Restate word for word the lines of the entries below, starting with the line that holds "index dip: (1162, 827)" and ending with the line that holds "pinky tip: (1184, 885)", and no others.
***
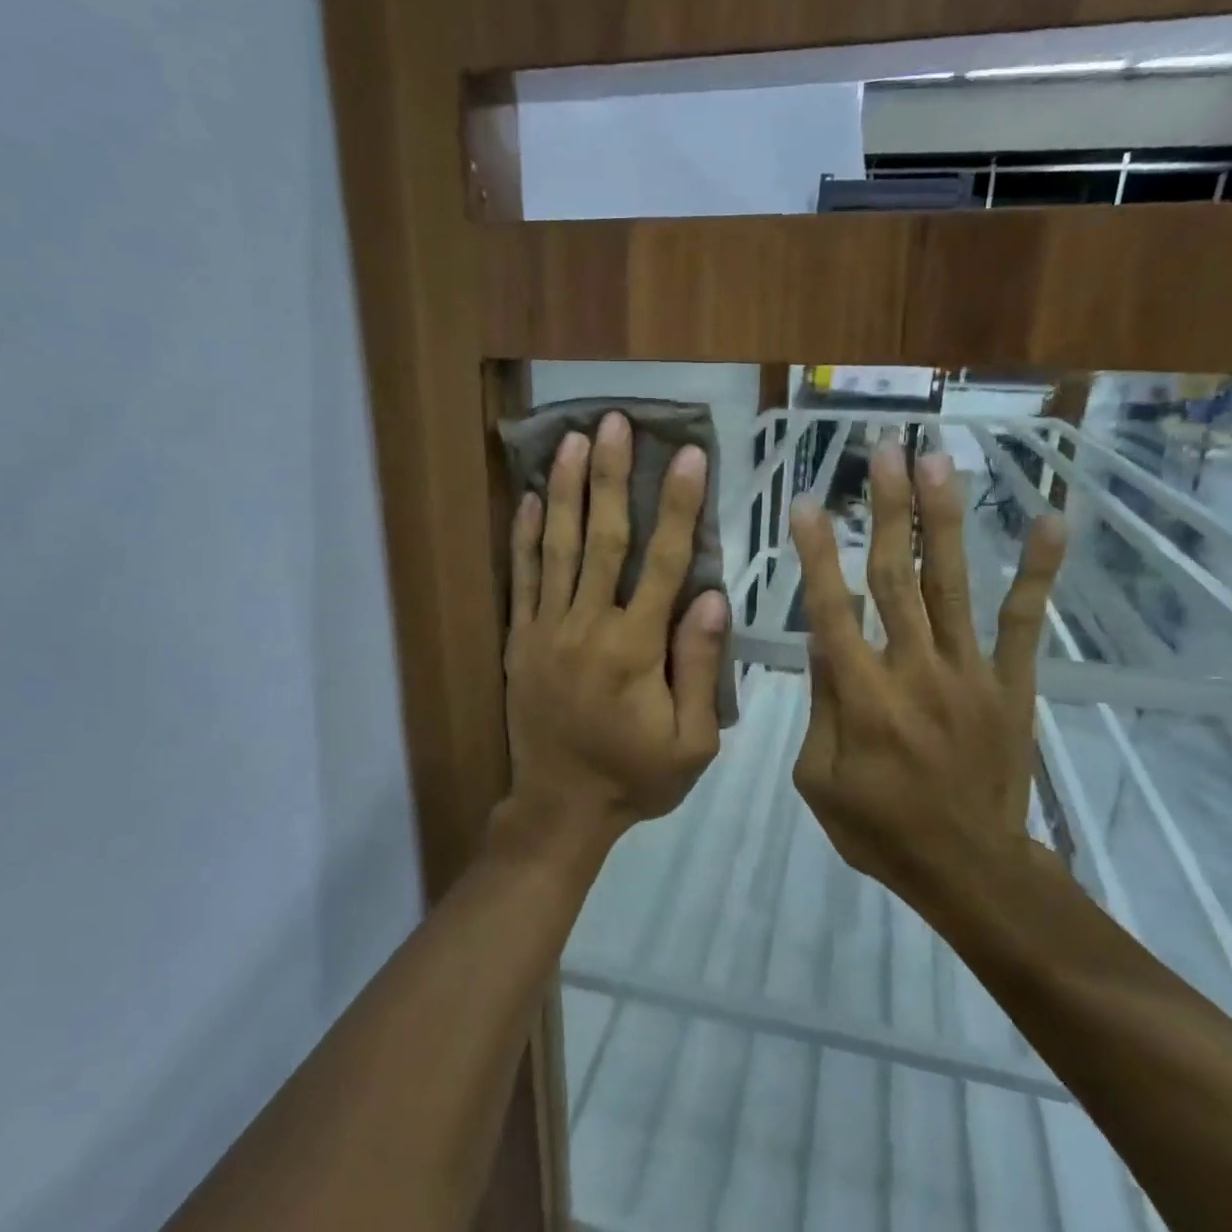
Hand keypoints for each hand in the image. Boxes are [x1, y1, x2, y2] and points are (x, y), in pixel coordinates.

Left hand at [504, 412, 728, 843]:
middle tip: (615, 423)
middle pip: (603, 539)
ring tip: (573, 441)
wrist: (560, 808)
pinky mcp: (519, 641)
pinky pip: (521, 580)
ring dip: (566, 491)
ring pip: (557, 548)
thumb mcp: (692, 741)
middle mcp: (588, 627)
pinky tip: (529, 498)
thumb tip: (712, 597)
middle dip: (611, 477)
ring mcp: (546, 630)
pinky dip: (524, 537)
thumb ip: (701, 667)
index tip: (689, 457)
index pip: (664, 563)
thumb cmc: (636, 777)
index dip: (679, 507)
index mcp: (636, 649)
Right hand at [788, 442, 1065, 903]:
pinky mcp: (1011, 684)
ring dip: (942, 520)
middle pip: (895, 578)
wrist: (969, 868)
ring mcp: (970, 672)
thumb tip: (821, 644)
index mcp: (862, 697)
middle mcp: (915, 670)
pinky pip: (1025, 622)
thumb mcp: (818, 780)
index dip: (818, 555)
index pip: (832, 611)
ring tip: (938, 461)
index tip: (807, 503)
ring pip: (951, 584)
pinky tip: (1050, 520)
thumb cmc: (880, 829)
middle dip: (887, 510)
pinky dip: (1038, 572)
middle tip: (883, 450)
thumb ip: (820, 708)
***
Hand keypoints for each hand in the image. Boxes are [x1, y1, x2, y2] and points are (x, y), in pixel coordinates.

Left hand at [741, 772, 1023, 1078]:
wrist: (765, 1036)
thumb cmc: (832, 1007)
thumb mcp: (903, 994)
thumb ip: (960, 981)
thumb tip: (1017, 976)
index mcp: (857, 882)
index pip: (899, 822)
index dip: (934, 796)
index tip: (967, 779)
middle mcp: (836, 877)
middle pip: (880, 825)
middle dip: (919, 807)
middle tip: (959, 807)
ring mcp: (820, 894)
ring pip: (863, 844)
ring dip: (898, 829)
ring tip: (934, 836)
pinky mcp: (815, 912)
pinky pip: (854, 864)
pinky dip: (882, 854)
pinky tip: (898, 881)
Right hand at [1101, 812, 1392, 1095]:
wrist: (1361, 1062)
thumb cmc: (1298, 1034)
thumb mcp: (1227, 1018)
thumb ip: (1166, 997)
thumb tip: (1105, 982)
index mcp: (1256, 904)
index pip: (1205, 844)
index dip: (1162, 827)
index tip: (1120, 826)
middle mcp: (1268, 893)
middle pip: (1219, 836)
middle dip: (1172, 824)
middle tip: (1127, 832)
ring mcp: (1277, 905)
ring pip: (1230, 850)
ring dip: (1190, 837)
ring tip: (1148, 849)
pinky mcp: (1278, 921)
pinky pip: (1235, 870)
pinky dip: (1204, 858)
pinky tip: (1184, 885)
***
• [OUTPUT OF THE EXERCISE]:
index dip: (1162, 827)
index tip: (1120, 826)
middle mcp: (1268, 893)
middle pip: (1219, 836)
middle dip: (1172, 824)
middle tip: (1127, 832)
ring mcp: (1277, 905)
ring pip: (1230, 850)
ring dip: (1190, 837)
ring tip: (1148, 849)
pinky mcp: (1278, 921)
pinky pip: (1235, 870)
pinky dip: (1204, 858)
pinky tip: (1184, 885)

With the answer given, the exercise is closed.